I stammered for a second and then the passionate extrovert in my came bursting forth and I did a decent job of recovering both my composure and the conversation. But interview aside, the comments of this host combined with my gut reaction to that little green NBC logo on Earth Day have me mulling over a few thoughts this week.
In general people hate to be told what to do. Even if the wisdom we are receiving is well-intentioned and makes good sense. If we feel forced to live into an idea or a task we wince, grimace, and often do just the opposite out of sheer frustration. Blame it on strong personalities, American individualism or stupidity, this is how many of us react to what we perceive as demands upon our lives. And when it comes to the current eco-conversation in our culture, there is no shortage of statements that feel an awful lot like demands. I shirk many of them off myself, and I consider my life fairly engaged in the green arena.
This radio interviewer happened to be a Christian as well--a person of faith who I have heard make many demands and statements that others must live into on multiple occasions. A person who engages a platform that tells others how to live and love and serve. I get that. I am a person of faith who engages in a faith community with some similarities to this person's platform. And it seemed just a bit ironic to me that this radio host was so bent out of shape by being told what to do but in the same breath he had no problem telling others what to do.
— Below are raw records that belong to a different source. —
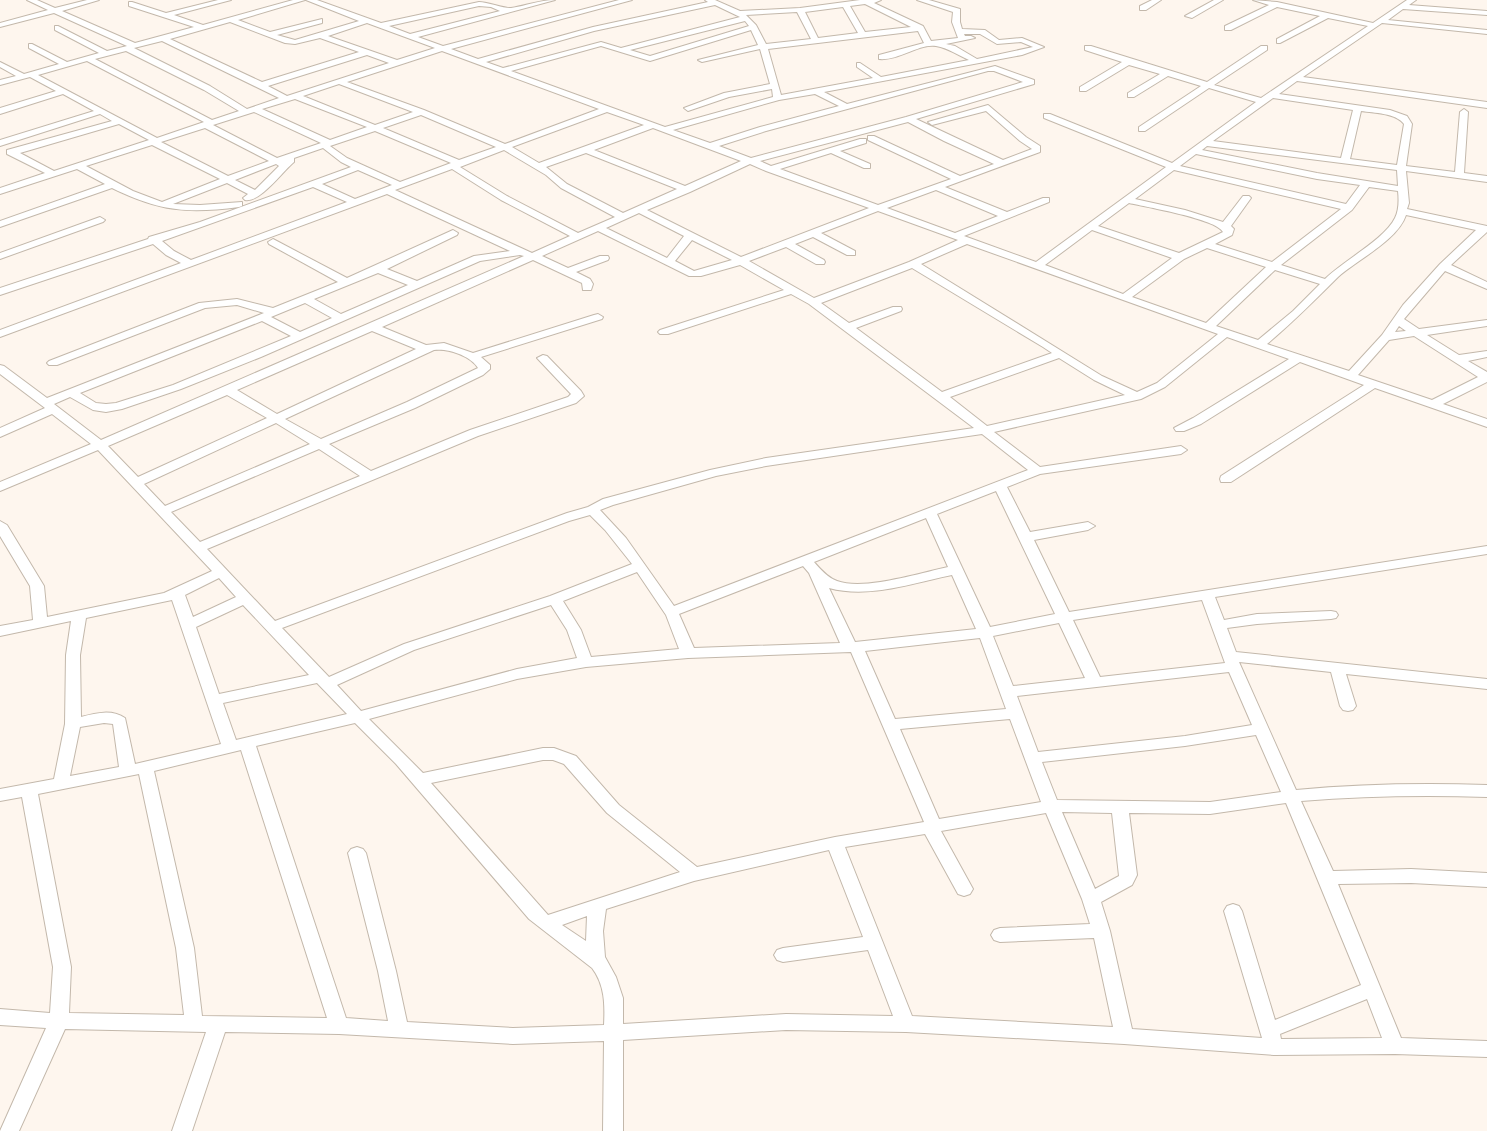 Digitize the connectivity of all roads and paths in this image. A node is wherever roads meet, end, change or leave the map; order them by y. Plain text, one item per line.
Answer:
1 (31, 0) edge
2 (95, 0) edge
3 (184, 0) edge
4 (227, 0) edge
5 (301, 0) edge
6 (310, 0) edge
7 (510, 0) edge
8 (551, 0) edge
9 (628, 0) edge
10 (877, 0) edge
11 (921, 0) edge
12 (947, 0) edge
13 (1158, 0) edge
14 (1219, 0) edge
15 (1257, 0) edge
16 (1412, 0) edge
17 (712, 1) edge
18 (867, 2) junction
19 (132, 4) dead end
20 (939, 4) junction
21 (1277, 4) junction
22 (492, 5) junction
23 (846, 5) junction
24 (199, 6) junction
25 (1403, 7) junction
26 (1143, 8) dead end
27 (800, 10) junction
28 (55, 11) junction
29 (507, 12) junction
30 (1487, 13) edge
31 (167, 15) junction
32 (1327, 15) junction
33 (743, 16) junction
34 (1189, 16) dead end
35 (230, 19) junction
36 (319, 21) dead end
37 (366, 21) junction
38 (726, 23) junction
39 (1377, 23) junction
40 (0, 25) edge
41 (379, 26) junction
42 (202, 27) junction
43 (753, 27) junction
44 (58, 28) dead end
45 (920, 28) junction
46 (1228, 28) dead end
47 (742, 30) junction
48 (1487, 32) edge
49 (270, 35) junction
50 (863, 35) junction
51 (961, 35) junction
52 (321, 36) junction
53 (408, 37) junction
54 (162, 38) junction
55 (816, 41) junction
56 (1280, 41) dead end
57 (931, 44) junction
58 (32, 46) dead end
59 (130, 47) junction
60 (762, 47) junction
61 (1088, 48) dead end
62 (1264, 48) dead end
63 (441, 49) junction
64 (621, 50) junction
65 (368, 52) junction
66 (107, 54) junction
67 (882, 57) dead end
68 (89, 59) junction
69 (702, 60) dead end
70 (974, 60) junction
71 (476, 62) junction
72 (1128, 62) junction
73 (397, 63) junction
74 (0, 64) edge
75 (67, 65) junction
76 (860, 65) dead end
77 (501, 71) junction
78 (1166, 74) junction
79 (28, 76) junction
80 (879, 79) junction
81 (1297, 79) junction
82 (340, 82) junction
83 (0, 83) edge
84 (261, 85) junction
85 (775, 86) junction
86 (1208, 86) junction
87 (1083, 89) dead end
88 (65, 91) junction
89 (816, 91) junction
90 (1271, 95) junction
91 (295, 96) junction
92 (1131, 96) dead end
93 (778, 98) junction
94 (286, 99) junction
95 (232, 102) junction
96 (1262, 102) junction
97 (270, 104) junction
98 (1487, 105) edge
99 (847, 107) junction
100 (688, 108) dead end
101 (1358, 108) junction
102 (606, 109) junction
103 (0, 111) edge
104 (102, 111) junction
105 (251, 111) junction
106 (421, 112) junction
107 (1464, 112) dead end
108 (1047, 116) dead end
109 (909, 119) junction
110 (120, 120) junction
111 (209, 124) junction
112 (920, 125) junction
113 (651, 126) junction
114 (376, 128) junction
115 (1142, 129) dead end
116 (663, 130) junction
117 (873, 135) junction
118 (155, 141) junction
119 (1206, 142) junction
120 (0, 143) edge
121 (327, 144) junction
122 (0, 147) edge
123 (505, 147) junction
124 (708, 147) junction
125 (586, 150) junction
126 (831, 150) junction
127 (1195, 151) junction
128 (12, 153) junction
129 (1345, 161) junction
130 (747, 162) junction
131 (282, 163) junction
132 (1003, 164) junction
133 (1370, 164) junction
134 (456, 165) junction
135 (78, 166) junction
136 (538, 166) junction
137 (867, 166) dead end
138 (358, 167) junction
139 (1173, 167) junction
140 (1402, 168) junction
141 (769, 169) junction
142 (54, 174) junction
143 (1459, 175) junction
144 (960, 179) junction
145 (1487, 180) edge
146 (223, 182) junction
147 (313, 183) junction
148 (1368, 183) junction
149 (112, 185) junction
150 (401, 186) junction
151 (936, 187) junction
152 (1402, 188) junction
153 (686, 190) junction
154 (0, 191) edge
155 (389, 191) junction
156 (259, 198) junction
157 (1246, 198) dead end
158 (1046, 200) dead end
159 (1128, 200) junction
160 (357, 202) junction
161 (162, 205) junction
162 (200, 206) junction
163 (878, 207) junction
164 (1349, 208) junction
165 (640, 210) junction
166 (1403, 211) junction
167 (1007, 216) junction
168 (623, 218) junction
169 (100, 220) dead end
170 (0, 224) edge
171 (1226, 225) junction
172 (1092, 227) junction
173 (600, 228) junction
174 (1486, 228) edge
175 (453, 233) dead end
176 (813, 233) junction
177 (690, 236) junction
178 (956, 236) junction
179 (579, 237) junction
180 (154, 239) junction
181 (967, 240) junction
182 (273, 242) dead end
183 (786, 243) junction
184 (1207, 245) junction
185 (557, 246) junction
186 (678, 251) junction
187 (521, 252) junction
188 (653, 253) junction
189 (851, 253) dead end
190 (0, 256) edge
191 (534, 256) junction
192 (1180, 257) junction
193 (604, 258) dead end
194 (670, 261) junction
195 (741, 261) junction
196 (820, 262) dead end
197 (191, 264) junction
198 (913, 264) junction
199 (1275, 265) junction
200 (1037, 266) junction
201 (1444, 266) junction
202 (377, 269) junction
203 (564, 269) junction
204 (347, 282) junction
205 (1327, 283) junction
206 (417, 285) junction
207 (1487, 286) edge
208 (587, 288) dead end
209 (793, 290) junction
210 (0, 292) edge
211 (1124, 298) junction
212 (305, 299) junction
213 (813, 302) junction
214 (897, 309) dead end
215 (274, 312) junction
216 (263, 317) junction
217 (598, 317) dead end
218 (340, 318) junction
219 (1398, 320) junction
220 (1487, 322) edge
221 (373, 326) junction
222 (848, 327) junction
223 (1208, 327) junction
224 (664, 332) dead end
225 (1226, 333) junction
226 (1418, 333) junction
227 (0, 334) edge
228 (299, 336) junction
229 (1386, 337) junction
230 (1259, 345) junction
231 (425, 349) junction
232 (1060, 354) junction
233 (1487, 354) edge
234 (471, 357) junction
235 (543, 358) dead end
236 (1297, 359) junction
237 (1456, 359) junction
238 (53, 362) dead end
239 (0, 368) edge
240 (1350, 376) junction
241 (1372, 384) junction
242 (228, 390) junction
243 (72, 393) junction
244 (941, 396) junction
245 (1136, 396) junction
246 (1431, 405) junction
247 (49, 406) junction
248 (276, 418) junction
249 (1487, 423) edge
250 (1180, 428) dead end
251 (985, 430) junction
252 (0, 434) edge
253 (99, 444) junction
254 (320, 444) junction
255 (1181, 450) dead end
256 (1037, 471) junction
257 (369, 476) junction
258 (1226, 479) dead end
259 (136, 482) junction
260 (1000, 486) junction
261 (0, 487) edge
262 (163, 511) junction
263 (592, 511) junction
264 (930, 512) junction
265 (0, 525) edge
266 (1088, 526) dead end
267 (1026, 537) junction
268 (198, 548) junction
269 (1487, 550) edge
270 (640, 566) junction
271 (809, 566) junction
272 (956, 570) junction
273 (221, 572) junction
274 (177, 593) junction
275 (1207, 594) junction
276 (246, 598) junction
277 (555, 599) junction
278 (671, 612) junction
279 (79, 615) junction
280 (1331, 615) dead end
281 (1065, 617) junction
282 (40, 622) junction
283 (188, 625) junction
284 (1219, 625) junction
285 (274, 626) junction
286 (0, 631) edge
287 (985, 633) junction
288 (853, 647) junction
289 (688, 653) junction
290 (586, 662) junction
291 (1232, 662) junction
292 (1337, 667) junction
293 (324, 680) junction
294 (1095, 683) junction
295 (1487, 684) edge
296 (1007, 692) junction
297 (215, 700) junction
298 (1348, 706) dead end
299 (1015, 712) junction
300 (358, 717) junction
301 (73, 724) junction
302 (890, 725) junction
303 (1262, 729) junction
304 (239, 745) junction
305 (1032, 758) junction
306 (137, 769) junction
307 (419, 780) junction
308 (61, 784) junction
309 (29, 790) junction
310 (1487, 791) edge
311 (0, 795) edge
312 (1291, 796) junction
313 (1051, 806) junction
314 (1120, 807) junction
315 (932, 827) junction
316 (835, 843) junction
317 (356, 853) dead end
318 (694, 874) junction
319 (1327, 878) junction
320 (1487, 880) edge
321 (964, 890) dead end
322 (1091, 899) junction
323 (598, 904) junction
324 (1232, 911) dead end
325 (546, 924) junction
326 (1101, 931) junction
327 (1000, 935) dead end
328 (875, 942) junction
329 (783, 955) dead end
330 (596, 960) junction
331 (1371, 988) junction
332 (0, 1017) edge
333 (59, 1021) junction
334 (194, 1024) junction
335 (218, 1024) junction
336 (906, 1024) junction
337 (339, 1026) junction
338 (399, 1029) junction
339 (615, 1032) junction
340 (1124, 1036) junction
341 (1272, 1039) junction
342 (1395, 1046) junction
343 (1487, 1049) edge
344 (9, 1131) edge
345 (182, 1131) edge
346 (613, 1131) edge

1 - 28 street
2 - 28 street
3 - 24 street
4 - 24 street
5 - 35 street
6 - 37 street
7 - 22 street
8 - 29 street
9 - 63 street
10 - 18 street
11 - 20 street
12 - 20 street
13 - 26 street
14 - 34 street
15 - 21 street
16 - 25 street
17 - 33 street
17 - 71 street
18 - 23 street
18 - 45 street
19 - 31 street
20 - 51 street
21 - 32 street
21 - 46 street
22 - 29 street
22 - 41 street
23 - 27 street
23 - 50 street
24 - 31 street
25 - 30 street
25 - 39 street
27 - 33 street
27 - 55 street
28 - 40 street
28 - 59 street
29 - 53 street
31 - 42 street
32 - 39 street
32 - 56 street
33 - 38 street
33 - 43 street
35 - 42 street
35 - 49 street
36 - 49 street
37 - 41 street
37 - 52 street
38 - 47 street
38 - 64 street
39 - 48 street
39 - 81 street
41 - 53 street
42 - 54 street
43 - 47 street
43 - 60 street
44 - 66 street
45 - 50 street
45 - 57 street
47 - 64 street
49 - 52 street
50 - 55 street
51 - 57 street
51 - 70 street
52 - 65 street
53 - 63 street
54 - 59 street
54 - 84 street
55 - 60 street
57 - 67 street
57 - 70 street
58 - 75 street
59 - 66 street
59 - 95 street
60 - 69 street
60 - 85 street
61 - 72 street
62 - 86 street
63 - 71 street
63 - 73 street
64 - 77 street
65 - 73 street
65 - 84 street
66 - 68 street
68 - 75 street
68 - 111 street
70 - 80 street
71 - 77 street
72 - 78 street
72 - 87 street
73 - 82 street
74 - 79 street
75 - 79 street
76 - 80 street
77 - 102 street
78 - 86 street
78 - 92 street
79 - 83 street
79 - 88 street
80 - 89 street
81 - 90 street
81 - 98 street
82 - 91 street
82 - 106 street
84 - 94 street
85 - 93 street
85 - 100 street
86 - 96 street
86 - 115 street
88 - 103 street
88 - 104 street
89 - 93 street
89 - 99 street
90 - 96 street
90 - 101 street
91 - 94 street
91 - 114 street
93 - 116 street
94 - 97 street
95 - 97 street
95 - 105 street
96 - 119 street
97 - 105 street
99 - 109 street
99 - 124 street
101 - 129 street
101 - 140 street
102 - 113 street
102 - 123 street
104 - 110 street
104 - 120 street
105 - 111 street
105 - 121 street
106 - 114 street
106 - 123 street
107 - 143 street
108 - 139 street
109 - 112 street
109 - 117 street
110 - 118 street
110 - 128 street
111 - 118 street
111 - 131 street
112 - 117 street
112 - 132 street
112 - 132 street
113 - 116 street
113 - 125 street
114 - 121 street
114 - 134 street
116 - 124 street
117 - 126 street
117 - 130 street
117 - 144 street
118 - 135 street
118 - 146 street
119 - 127 street
119 - 129 street
121 - 131 street
121 - 138 street
122 - 128 street
123 - 134 street
123 - 136 street
124 - 130 street
125 - 136 street
125 - 153 street
126 - 137 street
126 - 141 street
127 - 139 street
127 - 148 street
128 - 142 street
129 - 133 street
130 - 141 street
130 - 153 street
131 - 146 street
131 - 156 street
132 - 144 street
133 - 140 street
133 - 148 street
134 - 150 street
134 - 179 street
135 - 142 street
135 - 149 street
136 - 168 street
138 - 147 street
138 - 150 street
139 - 159 street
139 - 164 street
140 - 143 street
140 - 152 street
141 - 163 street
142 - 154 street
143 - 145 street
144 - 151 street
146 - 156 street
146 - 161 street
146 - 162 street
147 - 156 street
147 - 160 street
148 - 152 street
148 - 164 street
149 - 161 street
149 - 170 street
150 - 155 street
151 - 163 street
151 - 167 street
152 - 166 street
153 - 165 street
155 - 160 street
155 - 187 street
156 - 162 street
156 - 180 street
157 - 171 street
158 - 167 street
159 - 171 street
159 - 172 street
160 - 197 street
161 - 162 street
163 - 176 street
163 - 178 street
164 - 199 street
165 - 168 street
165 - 177 street
166 - 174 street
166 - 205 street
167 - 178 street
168 - 173 street
169 - 190 street
171 - 184 street
172 - 192 street
172 - 200 street
173 - 179 street
173 - 188 street
174 - 201 street
175 - 202 street
176 - 183 street
176 - 189 street
177 - 186 street
177 - 195 street
178 - 181 street
179 - 185 street
180 - 197 street
180 - 210 street
181 - 198 street
181 - 200 street
182 - 204 street
183 - 195 street
183 - 196 street
184 - 192 street
184 - 199 street
185 - 191 street
185 - 203 street
186 - 188 street
186 - 194 street
187 - 191 street
187 - 206 street
188 - 194 street
191 - 203 street
191 - 221 street
192 - 211 street
193 - 203 street
194 - 195 street
195 - 209 street
197 - 227 street
198 - 213 street
198 - 232 street
199 - 205 street
199 - 223 street
200 - 211 street
201 - 207 street
201 - 219 street
202 - 204 street
202 - 206 street
203 - 208 street
204 - 212 street
205 - 230 street
206 - 218 street
209 - 213 street
209 - 224 street
211 - 223 street
212 - 215 street
212 - 218 street
213 - 222 street
214 - 222 street
215 - 216 street
215 - 238 street
216 - 228 street
216 - 243 street
217 - 234 street
218 - 228 street
219 - 226 street
219 - 229 street
220 - 226 street
221 - 231 street
221 - 242 street
222 - 244 street
223 - 225 street
225 - 230 street
225 - 245 street
226 - 229 street
226 - 237 street
228 - 243 street
229 - 240 street
230 - 236 street
231 - 234 street
231 - 248 street
232 - 244 street
232 - 245 street
233 - 237 street
234 - 254 street
235 - 257 street
236 - 240 street
236 - 250 street
237 - 246 street
239 - 247 street
240 - 241 street
241 - 246 street
241 - 258 street
242 - 248 street
242 - 253 street
243 - 247 street
244 - 251 street
245 - 251 street
246 - 249 street
247 - 252 street
247 - 253 street
248 - 254 street
248 - 259 street
251 - 256 street
251 - 263 street
253 - 259 street
253 - 261 street
254 - 257 street
254 - 262 street
255 - 256 street
256 - 260 street
257 - 268 street
259 - 262 street
260 - 264 street
260 - 267 street
262 - 268 street
263 - 270 street
263 - 285 street
264 - 271 street
264 - 272 street
265 - 282 street
266 - 267 street
267 - 281 street
268 - 273 street
269 - 275 street
270 - 277 street
270 - 278 street
271 - 272 street
271 - 278 street
271 - 288 street
272 - 287 street
273 - 274 street
273 - 276 street
274 - 279 street
274 - 283 street
275 - 281 street
275 - 284 street
276 - 283 street
276 - 285 street
277 - 290 street
277 - 293 street
278 - 289 street
279 - 282 street
279 - 301 street
280 - 284 street
281 - 287 street
281 - 294 street
282 - 286 street
283 - 297 street
284 - 291 street
285 - 293 street
287 - 288 street
287 - 296 street
288 - 289 street
288 - 302 street
289 - 290 street
290 - 300 street
291 - 292 street
291 - 294 street
291 - 303 street
292 - 295 street
292 - 298 street
293 - 297 street
293 - 300 street
294 - 296 street
296 - 299 street
297 - 304 street
299 - 302 street
299 - 305 street
300 - 304 street
300 - 307 street
301 - 306 street
301 - 308 street
302 - 315 street
303 - 305 street
303 - 312 street
304 - 306 street
304 - 337 street
305 - 313 street
306 - 308 street
306 - 334 street
307 - 318 street
307 - 325 street
308 - 309 street
309 - 311 street
309 - 333 street
310 - 312 street
312 - 314 street
312 - 319 street
313 - 314 street
313 - 315 street
313 - 322 street
314 - 322 street
315 - 316 street
315 - 321 street
316 - 318 street
316 - 328 street
317 - 338 street
318 - 323 street
319 - 320 street
319 - 331 street
322 - 326 street
323 - 325 street
323 - 330 street
324 - 341 street
325 - 330 street
326 - 327 street
326 - 340 street
328 - 329 street
328 - 336 street
330 - 339 street
331 - 341 street
331 - 342 street
332 - 333 street
333 - 334 street
333 - 344 street
334 - 335 street
335 - 337 street
335 - 345 street
336 - 339 street
336 - 340 street
337 - 338 street
338 - 339 street
339 - 346 street
340 - 341 street
341 - 342 street
342 - 343 street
How is it that people of faith are so upset by being told to recycle, to reconsider their consumption, to redirect their waste, to take note of CO2? None of these are contra to their faith. Sure, some representatives of these conversations do not exactly play nice with the Christian worldview, but suggesting low-flow shower heads and water conservation does not spiral one instantly into pantheism. EVERY conversation, even those of faith, have extremes on either end. And to limit the entire issue to one end of that spectrum is to disenfranchise and disrespect those with balanced thoughts on the issue.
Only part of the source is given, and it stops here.